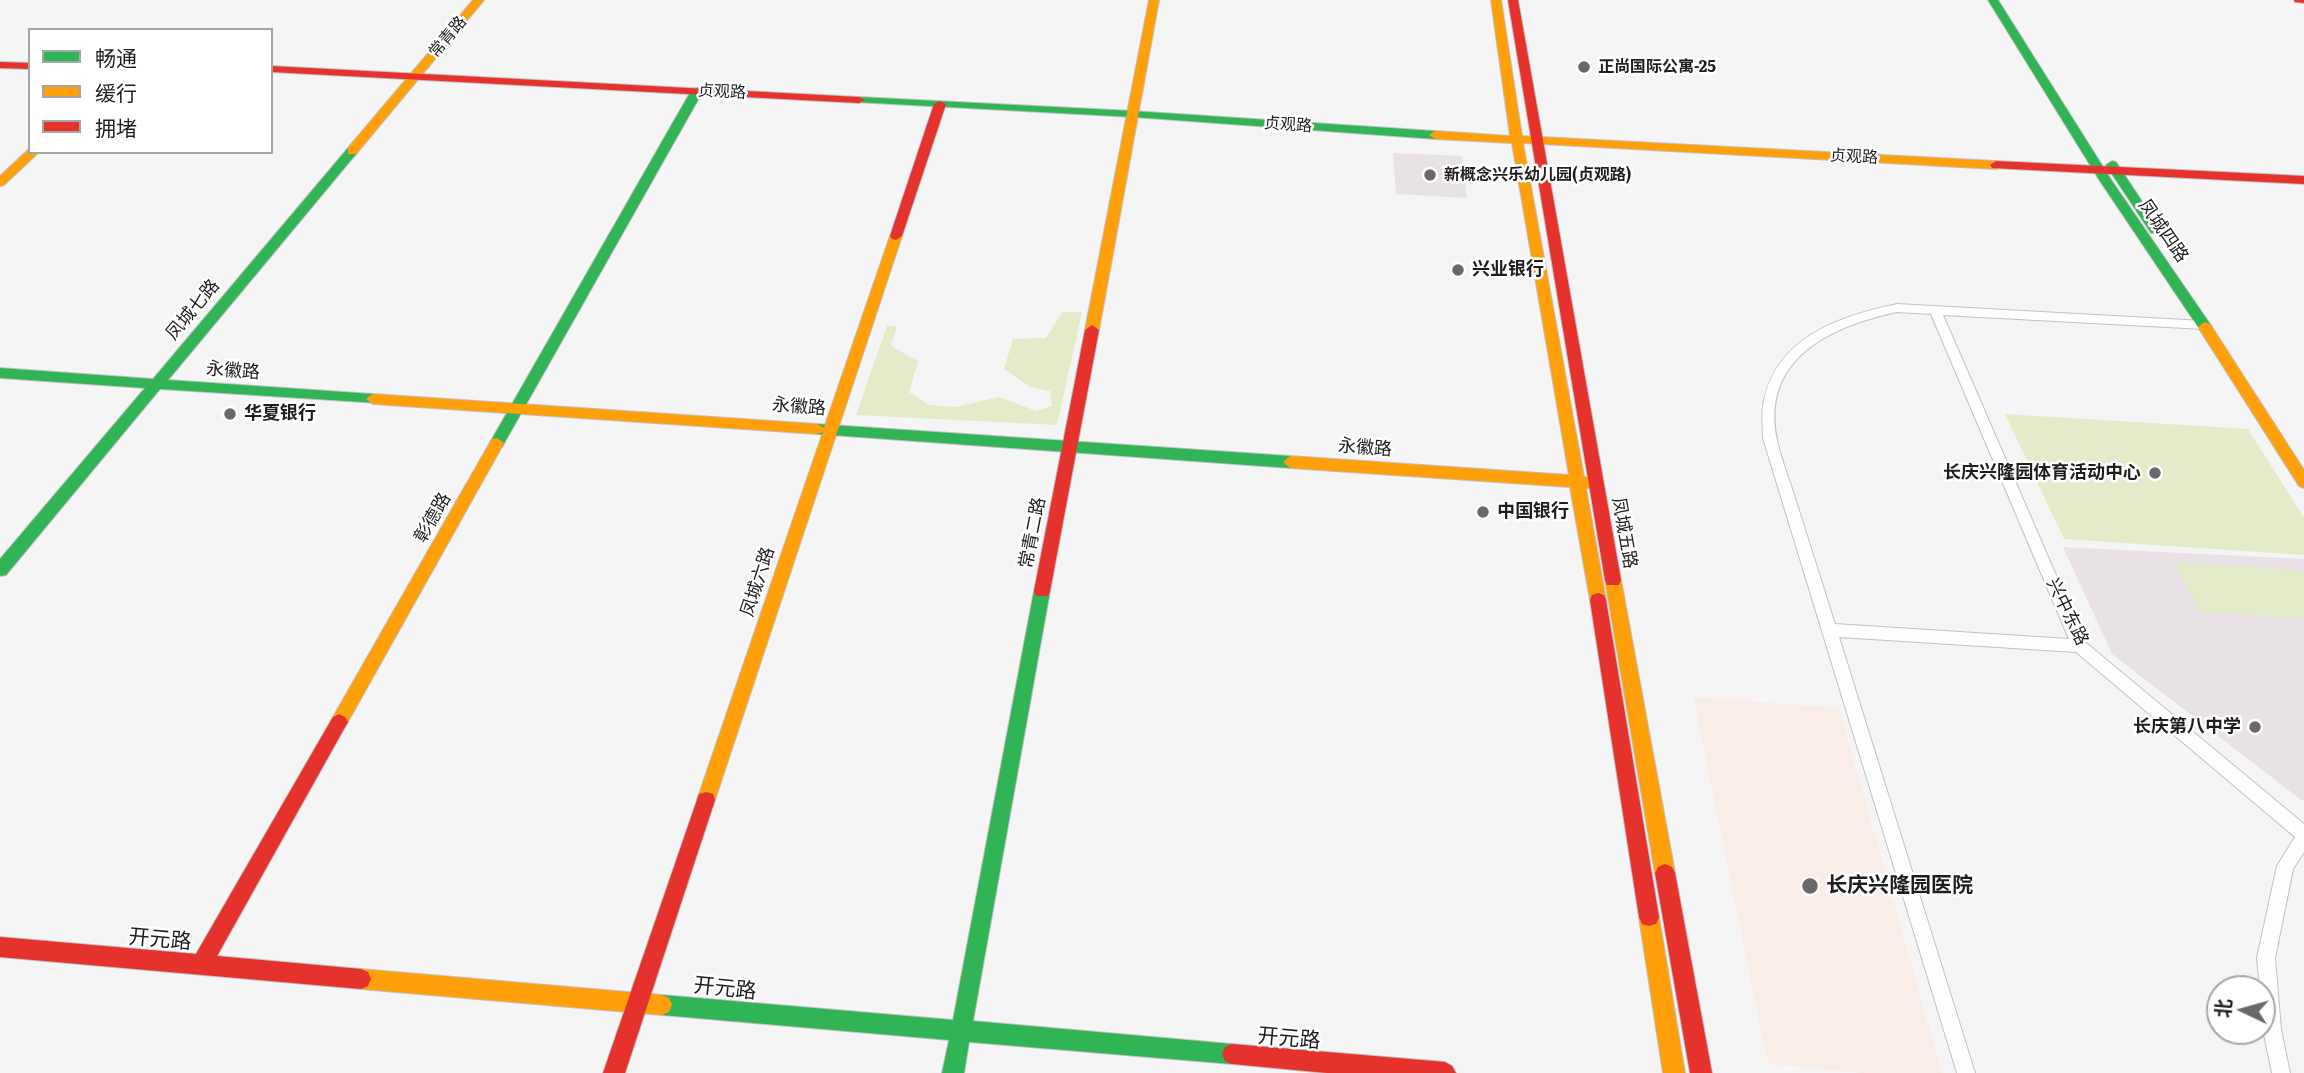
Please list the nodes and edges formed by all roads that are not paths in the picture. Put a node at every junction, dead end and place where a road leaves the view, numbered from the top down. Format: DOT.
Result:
graph roads {
  1 [pos="479,0"];
  2 [pos="1154,0"];
  3 [pos="1496,0"];
  4 [pos="1513,0"];
  5 [pos="1993,0"];
  6 [pos="2003,0"];
  7 [pos="0,57"];
  8 [pos="28,58"];
  9 [pos="0,65"];
  10 [pos="28,66"];
  11 [pos="273,69"];
  12 [pos="273,78"];
  13 [pos="405,80"];
  14 [pos="695,96"];
  15 [pos="939,109"];
  16 [pos="1132,120"];
  17 [pos="1528,146"];
  18 [pos="31,154"];
  19 [pos="2111,176"];
  20 [pos="2304,180"];
  21 [pos="0,182"];
  22 [pos="2304,191"];
  23 [pos="1935,310"];
  24 [pos="2204,325"];
  25 [pos="0,373"];
  26 [pos="149,384"];
  27 [pos="517,408"];
  28 [pos="829,429"];
  29 [pos="1069,445"];
  30 [pos="2304,460"];
  31 [pos="2304,482"];
  32 [pos="1587,483"];
  33 [pos="0,553"];
  34 [pos="0,570"];
  35 [pos="1829,630"];
  36 [pos="2079,646"];
  37 [pos="2304,835"];
  38 [pos="0,947"];
  39 [pos="202,964"];
  40 [pos="639,1001"];
  41 [pos="959,1032"];
  42 [pos="614,1073"];
  43 [pos="953,1073"];
  44 [pos="1445,1073"];
  45 [pos="1674,1073"];
  46 [pos="1701,1073"];
  47 [pos="1966,1073"];
  48 [pos="2281,1073"];
  1 -- 13 [label="street, 常青路"];
  2 -- 16 [label="street, 常青二路"];
  3 -- 17 [label="street, 凤城五路"];
  4 -- 17 [label="street, 凤城五路"];
  5 -- 19 [label="street, 凤城四路"];
  6 -- 19 [label="street, 凤城四路"];
  7 -- 8 [label="street"];
  9 -- 10 [label="street"];
  11 -- 13 [label="street, 贞观路"];
  12 -- 13 [label="street, 贞观路"];
  13 -- 14 [label="street, 贞观路"];
  13 -- 26 [label="street, 凤城七路"];
  14 -- 15 [label="street, 贞观路"];
  14 -- 27 [label="street, 彰德路"];
  15 -- 16 [label="street, 贞观路"];
  15 -- 28 [label="street, 凤城六路"];
  16 -- 17 [label="street, 贞观路"];
  16 -- 29 [label="street, 常青二路"];
  17 -- 19 [label="street, 贞观路"];
  17 -- 32 [label="street, 凤城五路"];
  18 -- 21 [label="street"];
  19 -- 20 [label="street, 贞观路"];
  19 -- 22 [label="street, 贞观路"];
  19 -- 24 [label="street, 凤城四路"];
  19 -- 30 [label="street, 凤城四路"];
  23 -- 24 [label="street"];
  23 -- 35 [label="street"];
  23 -- 36 [label="street, 兴中东路"];
  24 -- 31 [label="street, 凤城四路"];
  25 -- 26 [label="street, 永徽路"];
  26 -- 27 [label="street, 永徽路"];
  26 -- 33 [label="street, 凤城七路"];
  26 -- 34 [label="street, 凤城七路"];
  27 -- 28 [label="street, 永徽路"];
  27 -- 39 [label="street, 彰德路"];
  28 -- 29 [label="street, 永徽路"];
  28 -- 40 [label="street, 凤城六路"];
  29 -- 32 [label="street, 永徽路"];
  29 -- 41 [label="street, 常青二路"];
  32 -- 45 [label="street, 凤城五路"];
  32 -- 46 [label="street, 凤城五路"];
  35 -- 36 [label="street"];
  35 -- 47 [label="street"];
  36 -- 37 [label="street, 兴中东路"];
  37 -- 48 [label="street, 兴中东路"];
  38 -- 39 [label="street, 开元路"];
  39 -- 40 [label="street, 开元路"];
  40 -- 41 [label="street, 开元路"];
  40 -- 42 [label="street, 凤城六路"];
  41 -- 43 [label="street, 常青二路"];
  41 -- 44 [label="street, 开元路"];
}
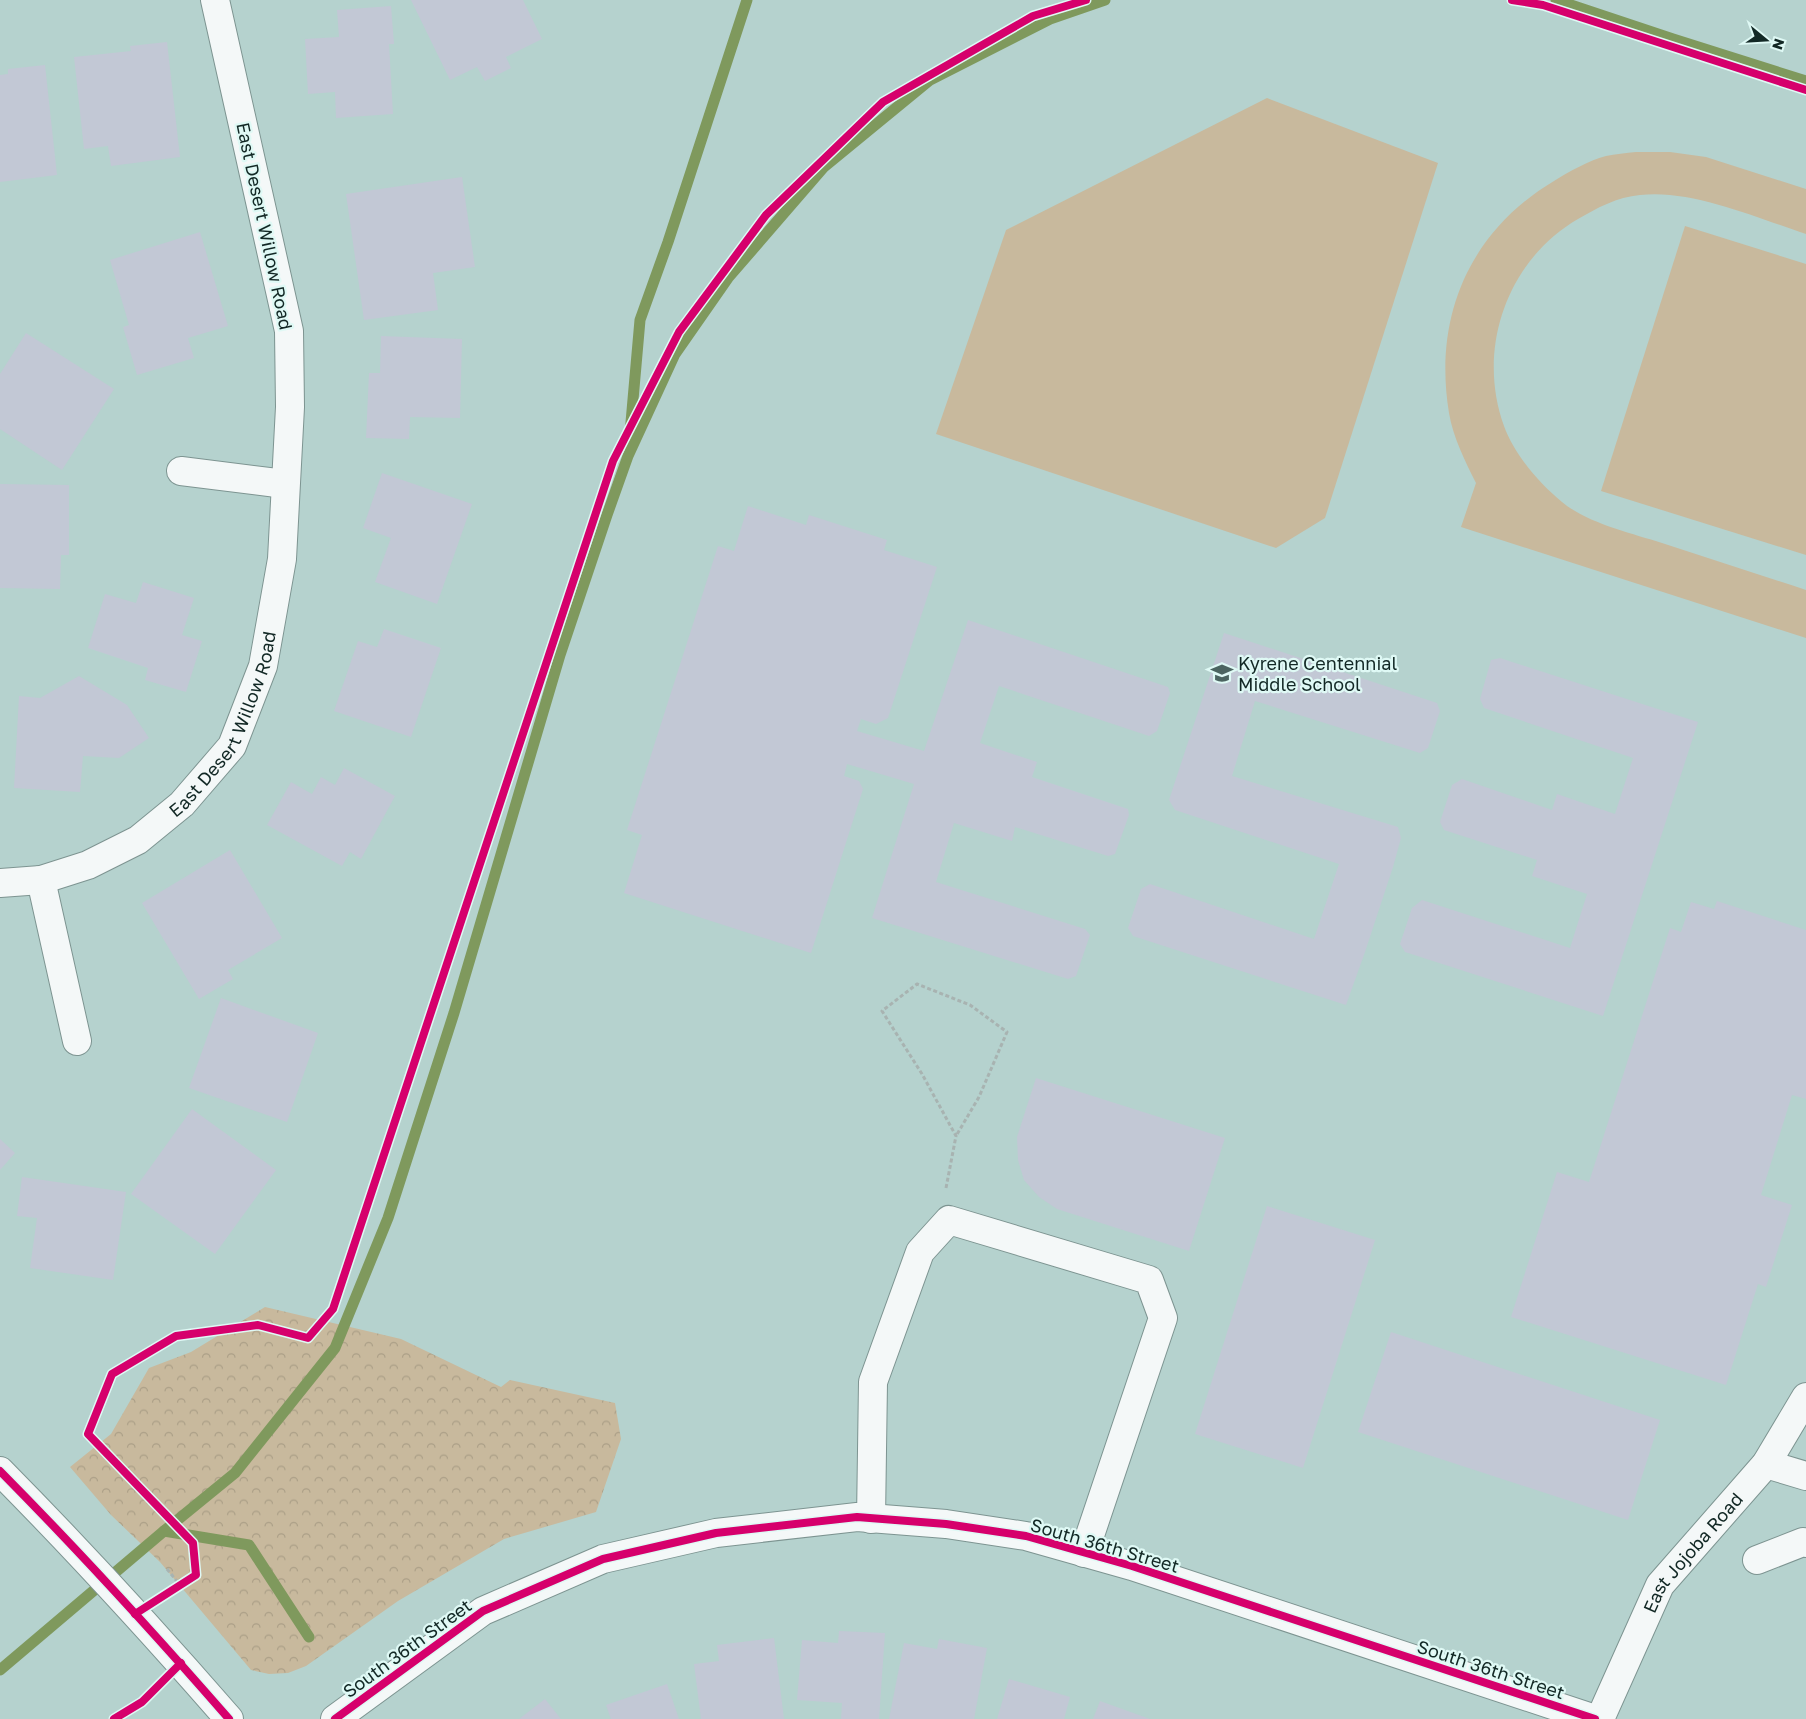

# What the exercise asks
What lines of the material contain "兴中东路"? Show them.

# Task answer
  23 -- 36 [label="street, 兴中东路"];
  36 -- 37 [label="street, 兴中东路"];
  37 -- 48 [label="street, 兴中东路"];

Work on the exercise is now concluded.